Whether the cost justified the Kure strikes remains questionable. In his often self-serving memoir, Halsey enumerated four reasons for the strikes. He opined that America’s national honor and morale required total destruction of the Japanese Navy; that such destruction was necessary to prevent interdiction of future convoys to Russia; that Tokyo might use its remaining fleet for negotiating leverage as Germany had done in 1919; and ultimately that he had orders. He concluded, “If the other reasons had been invalid, that one alone would have been enough for me.”
Halsey’s arguments remain transparently unconvincing. In the first place, American morale in no way turned on destruction of the rusting remnants of the Imperial Navy. The greatest morale involved was “Bull” Halsey’s. The huge majority of Americans merely wished the war over, and the main seagoing phase had ended in October 1944.
Secondly, the U.S. Navy could easily dominate the North Pacific in the vastly unlikely event that a Japanese force escaped its mine-choked harbors to deploy more than 1,000 miles from home.

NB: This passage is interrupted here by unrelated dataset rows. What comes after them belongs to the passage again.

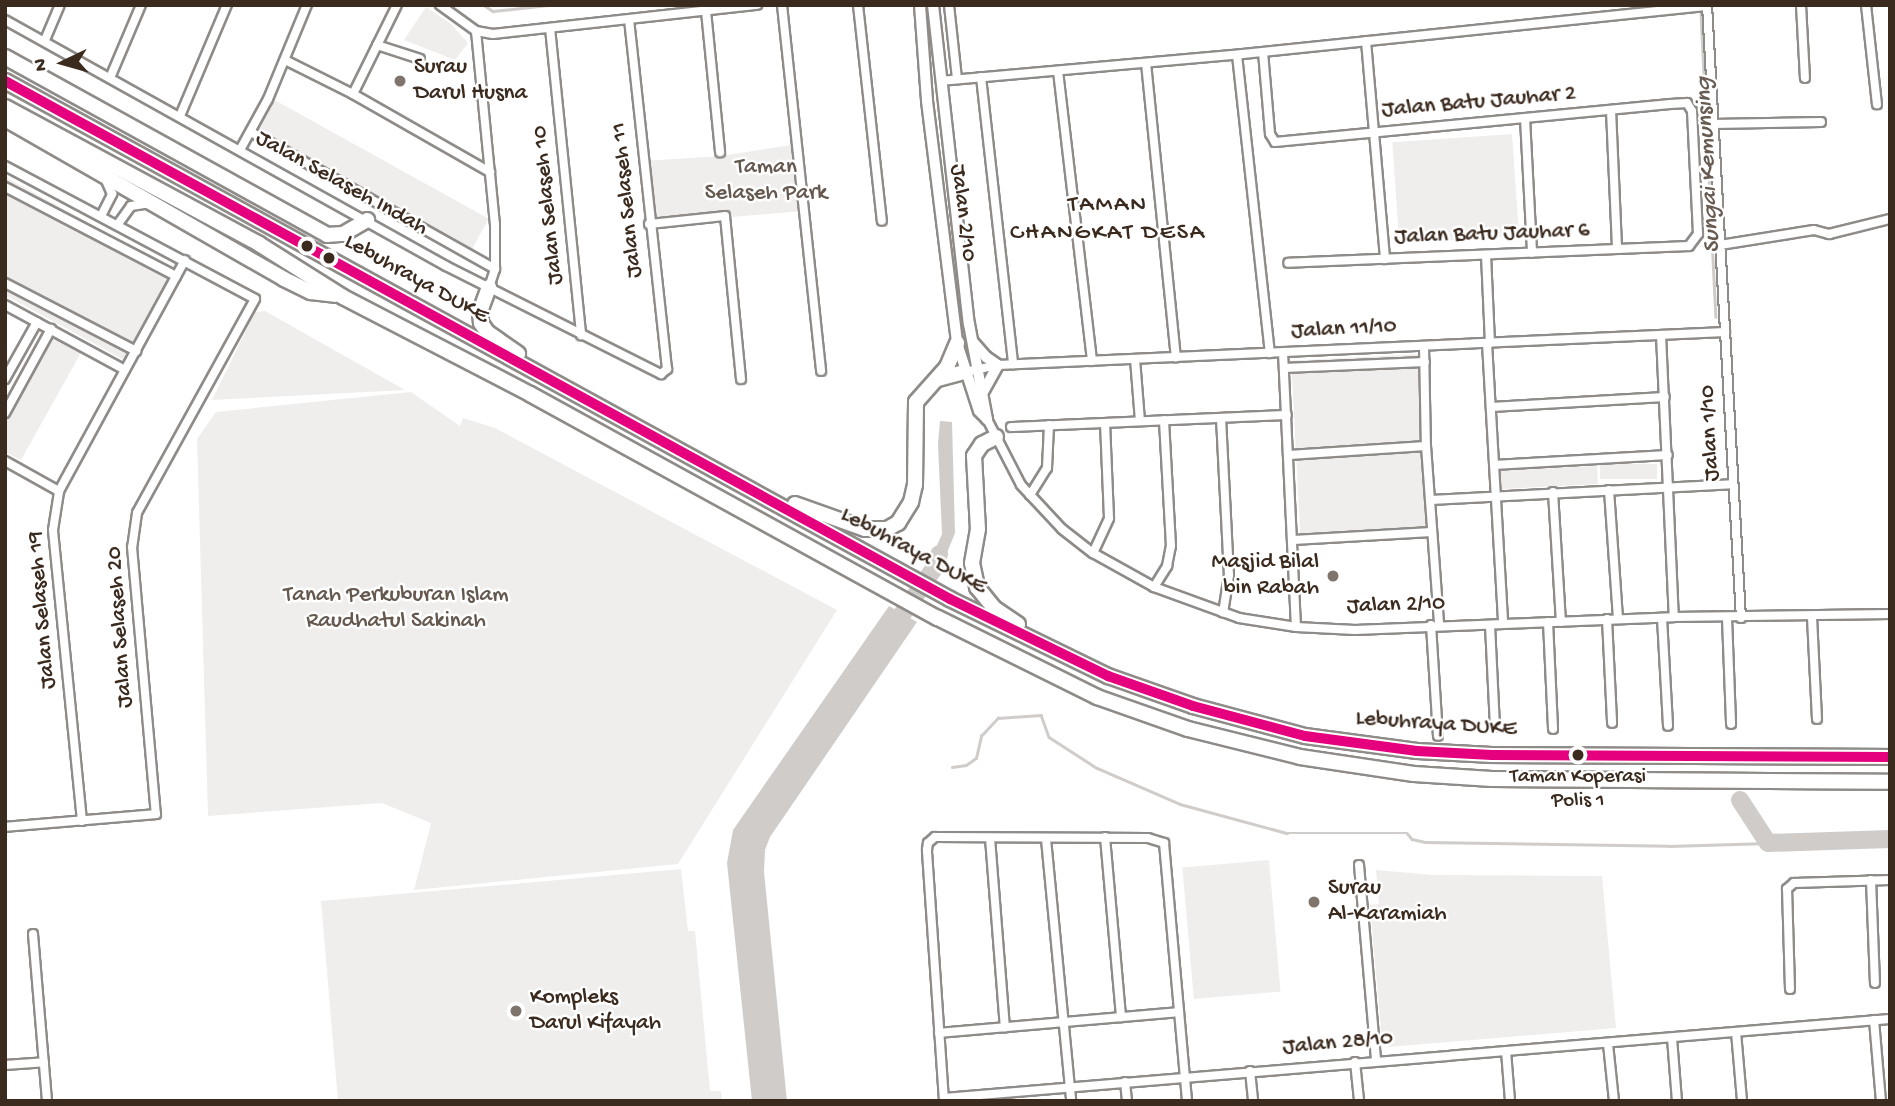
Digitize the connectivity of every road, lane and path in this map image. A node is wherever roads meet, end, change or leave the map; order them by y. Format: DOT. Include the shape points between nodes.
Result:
graph roads {
  1 [pos="60,5"];
  2 [pos="141,5"];
  3 [pos="227,5"];
  4 [pos="307,5"];
  5 [pos="397,5"];
  6 [pos="440,5"];
  7 [pos="757,5"];
  8 [pos="782,5"];
  9 [pos="858,5"];
  10 [pos="920,5"];
  11 [pos="933,5"];
  12 [pos="949,5"];
  13 [pos="1707,5"];
  14 [pos="1801,5"];
  15 [pos="1866,5"];
  16 [pos="706,11"];
  17 [pos="5,20"];
  18 [pos="629,20"];
  19 [pos="550,28"];
  20 [pos="476,31"];
  21 [pos="45,40"];
  22 [pos="1366,41"];
  23 [pos="377,45"];
  24 [pos="1263,52"];
  25 [pos="1239,55"];
  26 [pos="5,57"];
  27 [pos="421,59"];
  28 [pos="285,60"];
  29 [pos="1146,63"];
  30 [pos="1058,71"];
  31 [pos="981,77"];
  32 [pos="110,78"];
  33 [pos="1805,78"];
  34 [pos="957,79"];
  35 [pos="5,81"];
  36 [pos="941,81"];
  37 [pos="353,94"];
  38 [pos="1877,104"];
  39 [pos="5,107"];
  40 [pos="1611,110"];
  41 [pos="180,116"];
  42 [pos="1525,118"];
  43 [pos="5,119"];
  44 [pos="1821,122"];
  45 [pos="1713,124"];
  46 [pos="251,132"];
  47 [pos="1374,132"];
  48 [pos="240,150"];
  49 [pos="720,152"];
  50 [pos="5,166"];
  51 [pos="490,172"];
  52 [pos="102,174"];
  53 [pos="5,187"];
  54 [pos="152,203"];
  55 [pos="101,216"];
  56 [pos="1890,219"];
  57 [pos="368,220"];
  58 [pos="882,221"];
  59 [pos="118,224"];
  60 [pos="649,224"];
  61 [pos="1695,241"];
  62 [pos="1720,245"];
  63 [pos="1617,249"];
  64 [pos="1532,253"];
  65 [pos="1486,255"];
  66 [pos="1385,259"];
  67 [pos="185,260"];
  68 [pos="1288,263"];
  69 [pos="495,269"];
  70 [pos="176,276"];
  71 [pos="5,283"];
  72 [pos="489,287"];
  73 [pos="343,297"];
  74 [pos="5,304"];
  75 [pos="37,321"];
  76 [pos="51,329"];
  77 [pos="1725,332"];
  78 [pos="582,335"];
  79 [pos="1661,335"];
  80 [pos="964,342"];
  81 [pos="1489,343"];
  82 [pos="1424,345"];
  83 [pos="136,351"];
  84 [pos="1283,352"];
  85 [pos="1270,353"];
  86 [pos="1176,357"];
  87 [pos="1135,359"];
  88 [pos="1092,361"];
  89 [pos="1424,362"];
  90 [pos="1013,364"];
  91 [pos="998,365"];
  92 [pos="1284,368"];
  93 [pos="125,370"];
  94 [pos="971,370"];
  95 [pos="821,371"];
  96 [pos="661,374"];
  97 [pos="5,379"];
  98 [pos="741,379"];
  99 [pos="938,379"];
  100 [pos="570,390"];
  101 [pos="983,392"];
  102 [pos="1665,397"];
  103 [pos="1491,407"];
  104 [pos="5,413"];
  105 [pos="1287,415"];
  106 [pos="1222,418"];
  107 [pos="987,419"];
  108 [pos="1164,420"];
  109 [pos="1140,421"];
  110 [pos="1105,423"];
  111 [pos="1049,425"];
  112 [pos="1011,427"];
  113 [pos="996,437"];
  114 [pos="1426,446"];
  115 [pos="1668,455"];
  116 [pos="1289,456"];
  117 [pos="5,461"];
  118 [pos="1494,465"];
  119 [pos="1733,484"];
  120 [pos="1670,487"];
  121 [pos="754,490"];
  122 [pos="1609,490"];
  123 [pos="59,491"];
  124 [pos="1553,492"];
  125 [pos="1030,495"];
  126 [pos="1496,495"];
  127 [pos="1430,500"];
  128 [pos="1432,532"];
  129 [pos="1293,540"];
  130 [pos="1093,553"];
  131 [pos="1154,587"];
  132 [pos="1223,613"];
  133 [pos="1890,614"];
  134 [pos="1674,617"];
  135 [pos="1812,617"];
  136 [pos="1662,618"];
  137 [pos="1727,618"];
  138 [pos="1741,618"];
  139 [pos="1607,619"];
  140 [pos="1618,619"];
  141 [pos="1548,622"];
  142 [pos="1561,622"];
  143 [pos="1503,624"];
  144 [pos="1435,625"];
  145 [pos="1490,625"];
  146 [pos="1296,627"];
  147 [pos="1064,654"];
  148 [pos="1817,719"];
  149 [pos="1612,723"];
  150 [pos="1731,724"];
  151 [pos="1668,726"];
  152 [pos="1495,727"];
  153 [pos="1553,729"];
  154 [pos="1438,736"];
  155 [pos="1890,757"];
  156 [pos="1890,782"];
  157 [pos="82,821"];
  158 [pos="5,827"];
  159 [pos="1105,837"];
  160 [pos="990,838"];
  161 [pos="1046,839"];
  162 [pos="1359,865"];
  163 [pos="1871,880"];
  164 [pos="1890,880"];
  165 [pos="33,934"];
  166 [pos="1875,983"];
  167 [pos="1790,989"];
  168 [pos="1180,1012"];
  169 [pos="1121,1017"];
  170 [pos="1890,1018"];
  171 [pos="1874,1020"];
  172 [pos="1063,1022"];
  173 [pos="1005,1027"];
  174 [pos="1736,1032"];
  175 [pos="939,1033"];
  176 [pos="1672,1038"];
  177 [pos="1608,1044"];
  178 [pos="1506,1051"];
  179 [pos="1376,1060"];
  180 [pos="44,1062"];
  181 [pos="1355,1062"];
  182 [pos="5,1065"];
  183 [pos="1250,1071"];
  184 [pos="1185,1077"];
  185 [pos="1125,1082"];
  186 [pos="1070,1087"];
  187 [pos="1012,1096"];
  188 [pos="944,1099"];
  189 [pos="47,1101"];
  190 [pos="1071,1101"];
  191 [pos="1127,1101"];
  192 [pos="1187,1101"];
  193 [pos="1253,1101"];
  194 [pos="1359,1101"];
  195 [pos="1510,1101"];
  196 [pos="1614,1101"];
  197 [pos="1677,1101"];
  198 [pos="1742,1101"];
  199 [pos="1881,1101"];
  1 -- 21 [label="street"];
  2 -- 32 [label="street"];
  3 -- 41 [label="street"];
  4 -- 28 [label="street"];
  5 -- 23 [label="street"];
  6 -- 20 [label="street"];
  7 -- 16 [label="street"];
  8 -- 95 [label="street"];
  9 -- 58 [label="street"];
  10 -- 80 [label="street, Jalan 2/10" via="927,101"];
  11 -- 36 [label="street, Jalan 2/10"];
  12 -- 34 [label="street"];
  13 -- 22 [label="street"];
  13 -- 45 [label="street, Jalan 1/10"];
  14 -- 33 [label="street"];
  15 -- 38 [label="street"];
  16 -- 18 [label="street"];
  16 -- 49 [label="street"];
  17 -- 21 [label="street, Jalan Selaseh Indah"];
  18 -- 19 [label="street"];
  18 -- 60 [label="street, Jalan Selaseh 11"];
  19 -- 20 [label="street" via="493,34"];
  19 -- 78 [label="street, Jalan Selaseh 10"];
  20 -- 51 [label="street"];
  21 -- 32 [label="street, Jalan Selaseh Indah"];
  22 -- 24 [label="street"];
  22 -- 47 [label="street"];
  23 -- 27 [label="street"];
  23 -- 37 [label="street"];
  24 -- 25 [label="street"];
  24 -- 47 [label="street, Jalan Batu Jauhar 2" via="1270,134 1275,142"];
  25 -- 29 [label="street"];
  25 -- 85 [label="street"];
  26 -- 57 [label="highway" via="327,235 343,234"];
  28 -- 37 [label="street"];
  28 -- 46 [label="street"];
  29 -- 30 [label="street"];
  29 -- 86 [label="street"];
  30 -- 31 [label="street"];
  30 -- 88 [label="street"];
  31 -- 34 [label="street"];
  31 -- 90 [label="street"];
  32 -- 41 [label="street, Jalan Selaseh Indah"];
  34 -- 36 [label="street"];
  35 -- 100 [label="highway, Lebuhraya DUKE"];
  36 -- 80 [label="street, Jalan 2/10"];
  37 -- 51 [label="street"];
  39 -- 73 [label="highway, Lebuhraya DUKE" via="258,244"];
  40 -- 42 [label="street, Jalan Batu Jauhar 2"];
  40 -- 61 [label="street, Jalan Batu Jauhar 2" via="1686,103 1692,111"];
  40 -- 63 [label="street"];
  41 -- 48 [label="street, Jalan Selaseh Indah"];
  42 -- 47 [label="street, Jalan Batu Jauhar 2"];
  42 -- 64 [label="street"];
  43 -- 52 [label="highway"];
  44 -- 45 [label="street"];
  45 -- 62 [label="street, Jalan 1/10"];
  46 -- 48 [label="street"];
  46 -- 69 [label="street, Jalan Selaseh Indah"];
  47 -- 66 [label="street"];
  48 -- 57 [label="street, Jalan Selaseh Indah"];
  50 -- 55 [label="street"];
  51 -- 69 [label="street"];
  52 -- 54 [label="highway"];
  52 -- 55 [label="street" via="112,194"];
  53 -- 70 [label="street"];
  54 -- 59 [label="street" via="131,206"];
  54 -- 73 [label="highway" via="302,288"];
  55 -- 59 [label="street"];
  56 -- 62 [label="street" via="1829,234 1814,230"];
  57 -- 72 [label="street, Jalan Selaseh Indah"];
  59 -- 67 [label="street"];
  60 -- 96 [label="street, Jalan Selaseh 11" via="667,369"];
  60 -- 98 [label="street" via="725,216"];
  61 -- 63 [label="street, Jalan Batu Jauhar 6" via="1689,246"];
  62 -- 77 [label="street, Jalan 1/10"];
  63 -- 64 [label="street, Jalan Batu Jauhar 6"];
  64 -- 65 [label="street, Jalan Batu Jauhar 6"];
  65 -- 66 [label="street, Jalan Batu Jauhar 6"];
  65 -- 81 [label="street"];
  66 -- 68 [label="street, Jalan Batu Jauhar 6"];
  67 -- 70 [label="street, Jalan Selaseh 19"];
  67 -- 157 [label="street, Jalan Selaseh 20" via="255,299 137,513 132,547 156,814"];
  69 -- 72 [label="street"];
  70 -- 83 [label="street, Jalan Selaseh 19"];
  71 -- 83 [label="street"];
  72 -- 78 [label="street, Jalan Selaseh Indah"];
  72 -- 100 [label="highway" via="480,312 487,332"];
  73 -- 156 [label="highway, Lebuhraya DUKE" via="939,618 1097,697 1188,729 1342,766 1492,779"];
  74 -- 75 [label="street"];
  75 -- 76 [label="street"];
  75 -- 97 [label="street"];
  76 -- 93 [label="street"];
  76 -- 104 [label="street"];
  77 -- 79 [label="street, Jalan 11/10"];
  77 -- 119 [label="street, Jalan 1/10"];
  78 -- 96 [label="street, Jalan Selaseh Indah"];
  79 -- 81 [label="street, Jalan 11/10"];
  79 -- 102 [label="street"];
  80 -- 91 [label="street"];
  80 -- 94 [label="street, Jalan 2/10"];
  80 -- 99 [label="highway"];
  81 -- 82 [label="street, Jalan 11/10"];
  81 -- 103 [label="street"];
  82 -- 84 [label="street, Jalan 11/10"];
  82 -- 89 [label="street"];
  83 -- 93 [label="street, Jalan Selaseh 19"];
  84 -- 85 [label="street, Jalan 11/10"];
  84 -- 92 [label="street"];
  85 -- 86 [label="street, Jalan 11/10"];
  86 -- 87 [label="street, Jalan 11/10"];
  87 -- 88 [label="street, Jalan 11/10"];
  87 -- 109 [label="street"];
  88 -- 90 [label="street, Jalan 11/10"];
  89 -- 92 [label="street"];
  89 -- 114 [label="street"];
  90 -- 91 [label="street, Jalan 11/10"];
  91 -- 94 [label="street, Jalan 11/10"];
  91 -- 101 [label="street"];
  92 -- 105 [label="street"];
  93 -- 123 [label="street, Jalan Selaseh 19"];
  94 -- 99 [label="highway"];
  94 -- 101 [label="street, Jalan 2/10"];
  94 -- 107 [label="street, Jalan 2/10" via="979,411"];
  99 -- 121 [label="highway" via="916,402 915,485 904,516 893,527 865,528"];
  100 -- 121 [label="highway, Lebuhraya DUKE"];
  101 -- 107 [label="street, Jalan 2/10"];
  102 -- 103 [label="street"];
  102 -- 115 [label="street"];
  103 -- 118 [label="street"];
  105 -- 106 [label="street"];
  105 -- 116 [label="street"];
  106 -- 108 [label="street"];
  106 -- 132 [label="street" via="1229,575"];
  107 -- 113 [label="street, Jalan 2/10"];
  108 -- 109 [label="street"];
  108 -- 131 [label="street" via="1171,546 1167,566"];
  109 -- 110 [label="street"];
  110 -- 111 [label="street"];
  110 -- 130 [label="street" via="1109,518"];
  111 -- 112 [label="street"];
  111 -- 125 [label="street" via="1047,468"];
  113 -- 125 [label="street, Jalan 2/10"];
  113 -- 147 [label="highway" via="976,450 973,462 978,530 972,563 977,587 994,608"];
  114 -- 116 [label="street"];
  114 -- 127 [label="street"];
  115 -- 118 [label="street"];
  115 -- 120 [label="street"];
  116 -- 129 [label="street"];
  117 -- 123 [label="street"];
  118 -- 126 [label="street"];
  119 -- 120 [label="street"];
  119 -- 138 [label="street, Jalan 1/10"];
  120 -- 122 [label="street"];
  120 -- 134 [label="street"];
  121 -- 147 [label="highway, Lebuhraya DUKE" via="950,598"];
  122 -- 124 [label="street"];
  122 -- 140 [label="street"];
  123 -- 157 [label="street, Jalan Selaseh 19" via="52,530"];
  124 -- 126 [label="street"];
  124 -- 142 [label="street"];
  125 -- 130 [label="street, Jalan 2/10"];
  126 -- 127 [label="street"];
  126 -- 143 [label="street"];
  127 -- 128 [label="street"];
  128 -- 129 [label="street"];
  128 -- 144 [label="street"];
  129 -- 146 [label="street"];
  130 -- 131 [label="street, Jalan 2/10"];
  131 -- 132 [label="street, Jalan 2/10"];
  132 -- 146 [label="street, Jalan 2/10"];
  133 -- 135 [label="street, Jalan 2/10"];
  134 -- 136 [label="street, Jalan 2/10"];
  134 -- 137 [label="street, Jalan 2/10"];
  135 -- 138 [label="street, Jalan 2/10"];
  135 -- 148 [label="street"];
  136 -- 140 [label="street, Jalan 2/10"];
  136 -- 151 [label="street"];
  137 -- 138 [label="street, Jalan 2/10"];
  137 -- 150 [label="street"];
  139 -- 140 [label="street, Jalan 2/10"];
  139 -- 142 [label="street, Jalan 2/10"];
  139 -- 149 [label="street"];
  141 -- 142 [label="street, Jalan 2/10"];
  141 -- 143 [label="street, Jalan 2/10"];
  141 -- 153 [label="street"];
  143 -- 145 [label="street, Jalan 2/10"];
  144 -- 145 [label="street, Jalan 2/10"];
  144 -- 146 [label="street, Jalan 2/10" via="1355,630"];
  144 -- 154 [label="street"];
  145 -- 152 [label="street"];
  147 -- 155 [label="highway, Lebuhraya DUKE" via="1108,676 1193,706 1348,743 1492,755"];
  157 -- 158 [label="street"];
  159 -- 161 [label="street"];
  159 -- 168 [label="street" via="1164,843"];
  159 -- 169 [label="street"];
  160 -- 161 [label="street"];
  160 -- 173 [label="street"];
  160 -- 175 [label="street" via="934,837 928,843"];
  161 -- 172 [label="street"];
  162 -- 179 [label="street"];
  163 -- 164 [label="street"];
  163 -- 166 [label="street"];
  163 -- 167 [label="street" via="1794,883 1787,889"];
  165 -- 180 [label="street"];
  168 -- 169 [label="street"];
  168 -- 184 [label="street"];
  169 -- 172 [label="street"];
  170 -- 171 [label="street, Jalan 28/10"];
  171 -- 174 [label="street, Jalan 28/10"];
  171 -- 199 [label="street"];
  172 -- 173 [label="street"];
  172 -- 186 [label="street"];
  173 -- 175 [label="street"];
  174 -- 176 [label="street, Jalan 28/10"];
  174 -- 198 [label="street"];
  175 -- 188 [label="street"];
  176 -- 177 [label="street, Jalan 28/10"];
  176 -- 197 [label="street"];
  177 -- 178 [label="street, Jalan 28/10"];
  177 -- 196 [label="street"];
  178 -- 179 [label="street, Jalan 28/10"];
  178 -- 195 [label="street"];
  179 -- 181 [label="street, Jalan 28/10"];
  180 -- 182 [label="street"];
  180 -- 189 [label="street"];
  181 -- 183 [label="street, Jalan 28/10"];
  181 -- 194 [label="street"];
  183 -- 184 [label="street, Jalan 28/10"];
  183 -- 193 [label="street"];
  184 -- 185 [label="street, Jalan 28/10"];
  184 -- 192 [label="street"];
  185 -- 186 [label="street, Jalan 28/10"];
  185 -- 191 [label="street"];
  186 -- 187 [label="street, Jalan 28/10"];
  186 -- 190 [label="street"];
  187 -- 188 [label="street, Jalan 28/10"];
}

Furthermore, absent requests from Moscow, no such requirement pertained.
Halsey’s third point was even more absurd. The Allies’ pre-existing demand of unconditional surrender automatically scuttled any naval bargaining that Tokyo might have attempted in such nonexistent proceedings.
The fourth point would seem the strongest, as King and Nimitz had decreed an end to the “defueled doggo fleet.” But by July 1945 Halsey surely felt bulletproof. He had escaped all accountability (if not major blame) for the Leyte Gulf debacle and failing to avoid a ship-killing typhoon in December.
The defenders of his position were five-star guardians: Pacific Fleet commander Chester Nimitz, who allowed sentiment to trump objectivity, and the decidedly unsentimental Ernest King, chief of naval operations in Washington, who refused to hand the Air Force a political victory. But the fact remained that between Leyte Gulf in October 1944 and “Halsey’s hurricane” in December the Third Fleet commander was widely considered directly or indirectly responsible for the unnecessary loss of seven ships and some 1,450 sailors and aircrew.
Had Halsey declined to expend scores of fliers and over 100 aircraft in a needless exercise, his chances of being replaced approached absolute zero. But rather than take counsel of the Task Force 38 staff, The Bull was eager to comply with orders that gratified his vanity at the expense of at least 83 young men who died attacking impotent, immobile ships.
Halsey’s seeming indifference to casualties drew sharp criticism from subordinates. One aviator spoke for many when he noted, “Halsey is going wild on publicity and we are all fed (up) to the teeth listening to all the crap he is putting out….Halsey is a big disappointment to me as he is to most of us.”
In this 77th anniversary year we might remember that the WW II generation often was ill served by its leaders.